We can convert power into electrical terms with some substitution

$$P = \frac{E}{\Delta t} \quad \quad \quad E = {\color{#00f}Vq} \quad \quad \quad I = \color{#f00} \frac{q}{\Delta t}$$ $$P = \frac{{\color{#00f}Vq}}{\Delta t}$$ $$P = {\color{#f00}\frac{q}{\Delta t}}V$$ $$P = IV$$

If we combine P=IV with Ohm's law we can get another power equation

$$P=IV \quad \quad \quad V=IR$$ $$P=I(IR)$$ $$P=I^2R$$

# $$P = IV$$ $$P = I^2R$$

$$P$$ = power [W, watt, J/s]
$$I$$ = current [A, amp]
$$V$$ = voltage [V, volt]
$$R$$ = resistance [Ω, ohm]
Example: Calculate the power dissipated by each resistor.
solution $$I = 0.02\, \mathrm{A}$$ $$P=(0.02)^2 (6000)$$ $$P=2.4 \, \mathrm{W}$$
$$P=(0.02)^2 (20000)$$ $$P=8.0\, \mathrm{W}$$
$$P=(0.02)^2 (5000)$$ $$P=2.0\, \mathrm{W}$$
Example: Find the power dissipated by the resistor.
solution $$P=I^2R$$ $$P=(0.05)^2(300)$$ $$P=0.75\, \mathrm{W}$$

Find the heat dissipated by the resistor in 10 seconds.
solution $$P=0.75\, \mathrm{W}$$
$$P = \frac{E}{\Delta t}$$ $$E = P \Delta t$$ $$E = (0.75\, \mathrm{W})(10\, \mathrm{s})$$ $$E = 7.5\, \mathrm{J}$$
Example: Find the power output of the battery.
solution $$P=IV$$ $$P=(0.095)(9)$$ $$P=0.855\, \mathrm{W}$$
Example: Find the total energy converted to electrical energy over 5 minutes by the battery?
solution $$P=IV$$ $$P=(0.024)(1.5)$$ $$P=0.036\, \mathrm{W}$$
$$P = \frac{E}{\Delta t}$$ $$E = P\Delta t$$ $$E = (0.036 \, \mathrm{\frac{J}{s}})(5\, \mathrm{min})\left(\frac{60\, \mathrm{s}}{1\, \mathrm{min}}\right)$$ $$E = (0.036 \frac{J}{s})(300s)$$ $$E = 10.8\, \mathrm{J}$$

## Kilowatt Hour

Power bills in America use a unit called kiloWatt hour.

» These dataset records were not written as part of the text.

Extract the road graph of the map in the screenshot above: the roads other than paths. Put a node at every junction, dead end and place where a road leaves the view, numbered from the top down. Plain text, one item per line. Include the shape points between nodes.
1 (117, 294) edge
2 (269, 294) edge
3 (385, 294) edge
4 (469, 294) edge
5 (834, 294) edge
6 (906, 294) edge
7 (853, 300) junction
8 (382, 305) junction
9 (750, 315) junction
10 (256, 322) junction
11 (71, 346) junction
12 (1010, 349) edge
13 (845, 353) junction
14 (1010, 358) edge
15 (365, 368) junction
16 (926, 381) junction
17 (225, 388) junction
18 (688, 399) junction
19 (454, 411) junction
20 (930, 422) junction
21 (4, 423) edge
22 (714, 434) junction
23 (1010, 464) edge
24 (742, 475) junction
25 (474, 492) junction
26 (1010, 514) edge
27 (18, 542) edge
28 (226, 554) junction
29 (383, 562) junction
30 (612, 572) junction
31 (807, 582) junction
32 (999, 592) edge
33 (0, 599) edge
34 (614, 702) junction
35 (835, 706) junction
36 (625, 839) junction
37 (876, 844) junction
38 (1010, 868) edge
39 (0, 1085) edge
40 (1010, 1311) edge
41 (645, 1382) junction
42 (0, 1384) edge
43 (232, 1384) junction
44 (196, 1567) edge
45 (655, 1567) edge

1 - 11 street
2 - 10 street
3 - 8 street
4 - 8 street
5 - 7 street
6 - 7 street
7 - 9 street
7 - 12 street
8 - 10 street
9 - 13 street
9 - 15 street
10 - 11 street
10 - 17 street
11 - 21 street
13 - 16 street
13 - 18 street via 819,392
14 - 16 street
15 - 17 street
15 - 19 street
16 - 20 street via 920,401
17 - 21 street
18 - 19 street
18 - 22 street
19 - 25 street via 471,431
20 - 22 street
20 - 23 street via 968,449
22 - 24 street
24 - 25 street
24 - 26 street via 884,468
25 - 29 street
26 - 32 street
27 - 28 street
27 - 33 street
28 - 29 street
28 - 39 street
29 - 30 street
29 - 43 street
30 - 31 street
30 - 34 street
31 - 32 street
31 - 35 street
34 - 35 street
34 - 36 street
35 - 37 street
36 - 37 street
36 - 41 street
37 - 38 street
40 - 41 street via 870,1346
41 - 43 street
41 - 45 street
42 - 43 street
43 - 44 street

This is actually a unit of energy, not power. $$\text{(kilo)(watt)(hour)}$$ $$(1000) \left(\mathrm{\frac{J}{s}}\right)(3600\, \mathrm{s})$$ $$3,600,000\, \left(\mathrm{\frac{J}{s}}\right)(\mathrm{s})$$ $$1\, \mathrm{kWh} = 3,600,000\, \mathrm{J}$$

Example: The average price in America for 1 kiloWatt hour is \$0.12. How much would it cost to run an 800 Watt microwave for 3 hours?
solution $$800\, \mathrm{W} \left( \frac{\mathrm{k}}{1000} \right) = 0.8\, \mathrm{kW}$$ $$(0.8\, \mathrm{kW})(3\, \mathrm{h})\left(\frac{\0.12}{\mathrm{kWh}}\right) = \0.28$$